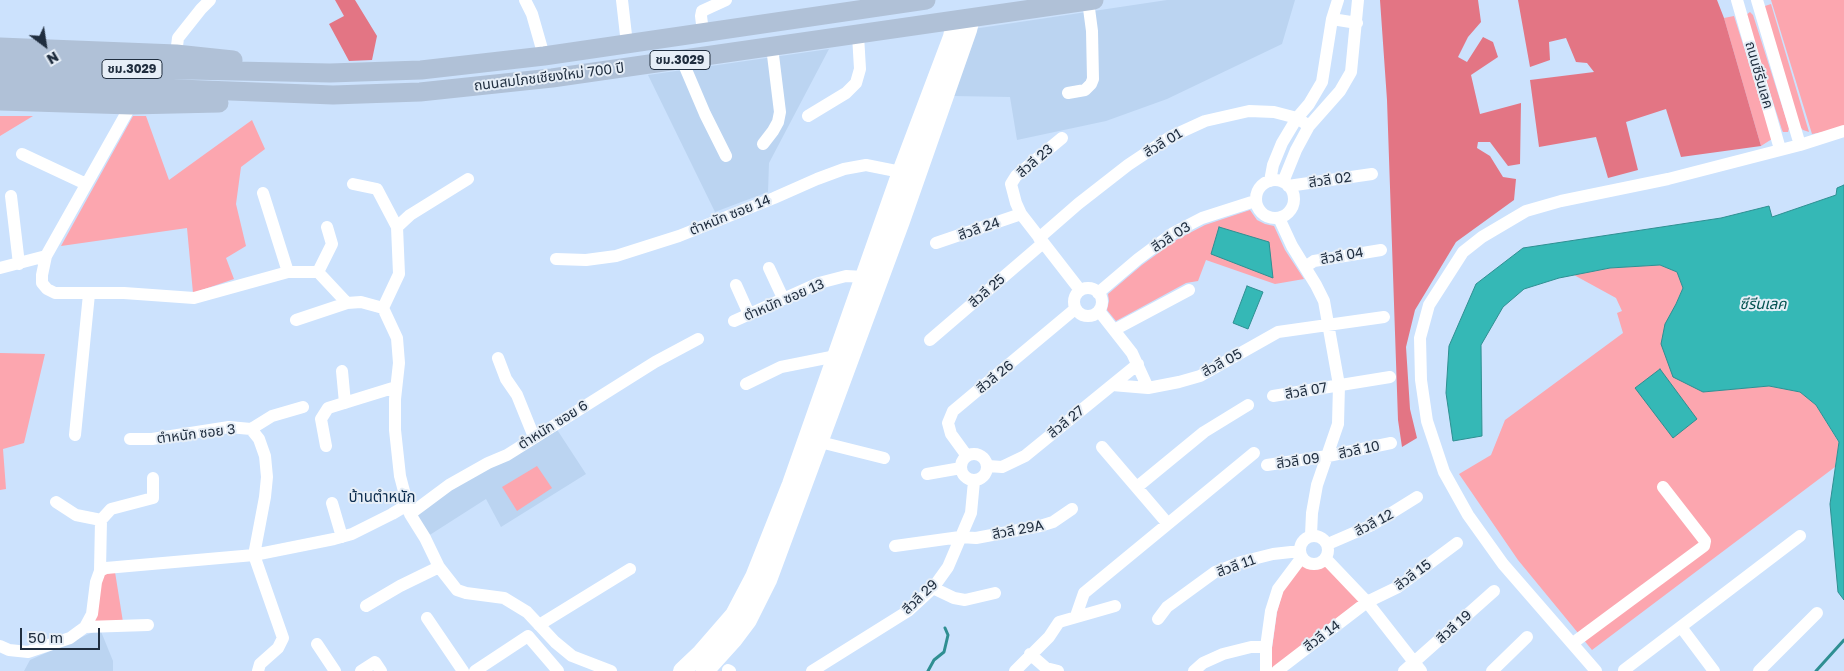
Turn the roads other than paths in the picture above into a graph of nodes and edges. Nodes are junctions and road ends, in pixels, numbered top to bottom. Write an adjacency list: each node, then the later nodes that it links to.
1 (210, 0): 19 (street)
2 (525, 0): 20 (street)
3 (622, 0): 16 (street)
4 (726, 0): 14 (street)
5 (926, 0): 14 (main road, ถนนสมโภชเชียงใหม่ 700 ปี / ชม.3029)
6 (1091, 0): 11 (main road, ถนนสมโภชเชียงใหม่ 700 ปี / ชม.3029); 26 (street)
7 (1338, 0): 12 (street)
8 (1358, 0): 13 (street)
9 (1737, 0): 36 (street, ถนนซีรีนเลค)
10 (1757, 0): 35 (street, ถนนซีรีนเลค)
11 (963, 19): 15 (main road, ถนนสมโภชเชียงใหม่ 700 ปี / ชม.3029); 39 (street); 82 (street)
12 (1332, 19): 13 (street); 30 (street)
13 (1357, 23): 31 (street)
14 (703, 32): 16 (main road, ถนนสมโภชเชียงใหม่ 700 ปี / ชม.3029)
15 (858, 35): 18 (main road, ถนนสมโภชเชียงใหม่ 700 ปี / ชม.3029); 29 (street)
16 (627, 44): 20 (main road, ถนนสมโภชเชียงใหม่ 700 ปี / ชม.3029)
17 (0, 47): 19 (main road)
18 (772, 47): 21 (main road, ถนนสมโภชเชียงใหม่ 700 ปี / ชม.3029); 34 (street)
19 (176, 54): 23 (main road)
20 (544, 56): 23 (main road, ถนนสมโภชเชียงใหม่ 700 ปี / ชม.3029)
21 (682, 60): 25 (main road, ถนนสมโภชเชียงใหม่ 700 ปี / ชม.3029); 38 (street)
22 (0, 66): 23 (main road, ถนนสมโภชเชียงใหม่ 700 ปี / ชม.3029)
23 (264, 72)
24 (0, 82): 25 (main road, ถนนสมโภชเชียงใหม่ 700 ปี / ชม.3029)
25 (264, 93): 28 (main road)
26 (1068, 93)
27 (0, 101): 28 (main road)
28 (131, 105): 43 (street)
29 (808, 116)
30 (1297, 118): 31 (street, สีวลี 01); 42 (street); 52 (street, สีวลี 01)
31 (1309, 126): 42 (street)
32 (1844, 131): 35 (street)
33 (1062, 138): 48 (street, สีวลี 23)
34 (763, 144)
35 (1800, 145): 36 (street)
36 (1780, 149): 151 (street)
37 (22, 154): 43 (street)
38 (726, 156)
39 (901, 172): 56 (street, ตำหนัก ซอย 14); 63 (street)
40 (1372, 174): 42 (street, สีวลี 02)
41 (468, 180): 51 (street)
42 (1281, 183): 47 (street); 49 (street)
43 (86, 184): 55 (street)
44 (353, 184): 51 (street)
45 (263, 193): 61 (street)
46 (11, 196): 57 (street)
47 (1256, 202): 49 (street); 67 (street, สีวลี 03)
48 (1022, 214): 52 (street); 53 (street, สีวลี 24)
49 (1279, 218): 58 (street)
50 (327, 227): 62 (street)
51 (396, 227): 71 (street)
52 (1041, 240): 65 (street); 81 (street, สีวลี 25)
53 (936, 243)
54 (1381, 250): 58 (street, สีวลี 04)
55 (46, 256): 57 (street); 68 (street)
56 (556, 259)
57 (19, 264): 59 (street)
58 (1305, 267): 78 (street)
59 (0, 268)
60 (770, 268): 69 (street)
61 (288, 272): 62 (street); 68 (street)
62 (318, 272): 70 (street)
63 (864, 277): 69 (street, ตำหนัก ซอย 13); 82 (street)
64 (736, 285): 74 (street)
65 (1080, 290): 67 (street); 72 (street)
66 (1189, 290): 79 (street)
67 (1098, 293): 73 (street)
68 (89, 294): 97 (street)
69 (783, 298): 74 (street, ตำหนัก ซอย 13)
70 (347, 303): 71 (street); 76 (street)
71 (383, 308): 90 (street)
72 (1075, 310): 73 (street); 105 (street, สีวลี 26)
73 (1099, 311): 79 (street)
74 (749, 314): 77 (street, ตำหนัก ซอย 13)
75 (1384, 317): 78 (street, สีวลี 05)
76 (296, 320)
77 (734, 321)
78 (1328, 325): 89 (street); 91 (street, สีวลี 05)
79 (1114, 330): 84 (street)
80 (698, 339): 98 (street, ตำหนัก ซอย 6)
81 (930, 340)
82 (843, 352): 87 (street); 100 (street); 166 (street)
83 (498, 358): 98 (street)
84 (1138, 364): 88 (street, สีวลี 27); 91 (street)
85 (342, 371): 93 (street)
86 (1390, 377): 89 (street, สีวลี 07)
87 (746, 384)
88 (1112, 385): 91 (street, สีวลี 05); 109 (street, สีวลี 27)
89 (1338, 385): 92 (street, สีวลี 07); 106 (street)
90 (396, 387): 93 (street); 120 (street)
91 (1148, 388)
92 (1273, 396)
93 (346, 403): 102 (street)
94 (1248, 405): 115 (street)
95 (303, 407): 96 (street)
96 (250, 429): 99 (street, ตำหนัก ซอย 3); 131 (street, ตำหนัก ซอย 3)
97 (75, 434)
98 (534, 437): 120 (street, ตำหนัก ซอย 6)
99 (130, 439)
100 (820, 442): 107 (street); 167 (street)
101 (1391, 443): 106 (street, สีวลี 10)
102 (326, 446)
103 (1102, 447): 115 (street)
104 (1254, 453): 122 (street)
105 (967, 456): 109 (street); 110 (street)
106 (1328, 456): 108 (street, สีวลี 09); 123 (street)
107 (884, 458)
108 (1267, 465)
109 (988, 466): 113 (street)
110 (961, 468): 111 (street); 113 (street)
111 (927, 474)
112 (153, 478): 121 (street)
113 (974, 481): 126 (street, สีวลี 29)
114 (1663, 486): 151 (street)
115 (1136, 487): 122 (street)
116 (1417, 496): 128 (street, สีวลี 12)
117 (56, 502): 121 (street)
118 (332, 503): 125 (street)
119 (1072, 509): 126 (street, สีวลี 29A)
120 (409, 510): 125 (street, ตำหนัก ซอย 6); 133 (street)
121 (102, 520): 135 (street)
122 (1168, 524): 143 (street)
123 (1311, 536): 128 (street); 130 (street)
124 (1800, 536): 149 (street)
125 (342, 537): 131 (street, ตำหนัก ซอย 6)
126 (960, 537): 129 (street, สีวลี 29A); 136 (street, สีวลี 29)
127 (1457, 543): 139 (street, สีวลี 15)
128 (1328, 544): 132 (street)
129 (894, 546)
130 (1301, 554): 132 (street); 145 (street, สีวลี 11); 154 (street)
131 (254, 555): 135 (street, ตำหนัก ซอย 6); 158 (street)
132 (1326, 559): 139 (street)
133 (439, 567): 140 (street); 147 (street)
134 (630, 569): 147 (street)
135 (100, 571): 148 (street)
136 (933, 588): 138 (street); 168 (street, สีวลี 29)
137 (1494, 591): 157 (street, สีวลี 19)
138 (995, 593)
139 (1367, 602): 157 (street); 173 (street, สีวลี 14)
140 (366, 606)
141 (1115, 606): 143 (street)
142 (1817, 614): 177 (street)
143 (1076, 616): 155 (street)
144 (427, 618): 162 (street)
145 (1158, 619)
146 (148, 625): 148 (street)
147 (539, 625): 165 (street)
148 (85, 627): 153 (street)
149 (1681, 627): 159 (street); 176 (street)
150 (1527, 637): 174 (street)
151 (1573, 643): 175 (street)
152 (317, 644): 160 (street)
153 (0, 646)
154 (1266, 647): 171 (street); 172 (street)
155 (1030, 654): 169 (street); 170 (street)
156 (378, 666): 161 (street)
157 (1413, 668)
158 (258, 669)
159 (1624, 670)
160 (334, 671)
161 (361, 671)
162 (463, 671)
163 (475, 671): 164 (street)
164 (558, 671)
165 (612, 671)
166 (682, 671)
167 (705, 671)
168 (812, 671)
169 (1015, 671)
170 (1058, 671)
171 (1194, 671)
172 (1266, 671)
173 (1277, 671)
174 (1492, 671)
175 (1596, 671)
176 (1714, 671)
177 (1759, 671)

= = = = = = =

Instructions to follow
Pull together all lines from the data that mention the word "ถนนซ".

Solution to this exercise
9 (1737, 0): 36 (street, ถนนซีรีนเลค)
10 (1757, 0): 35 (street, ถนนซีรีนเลค)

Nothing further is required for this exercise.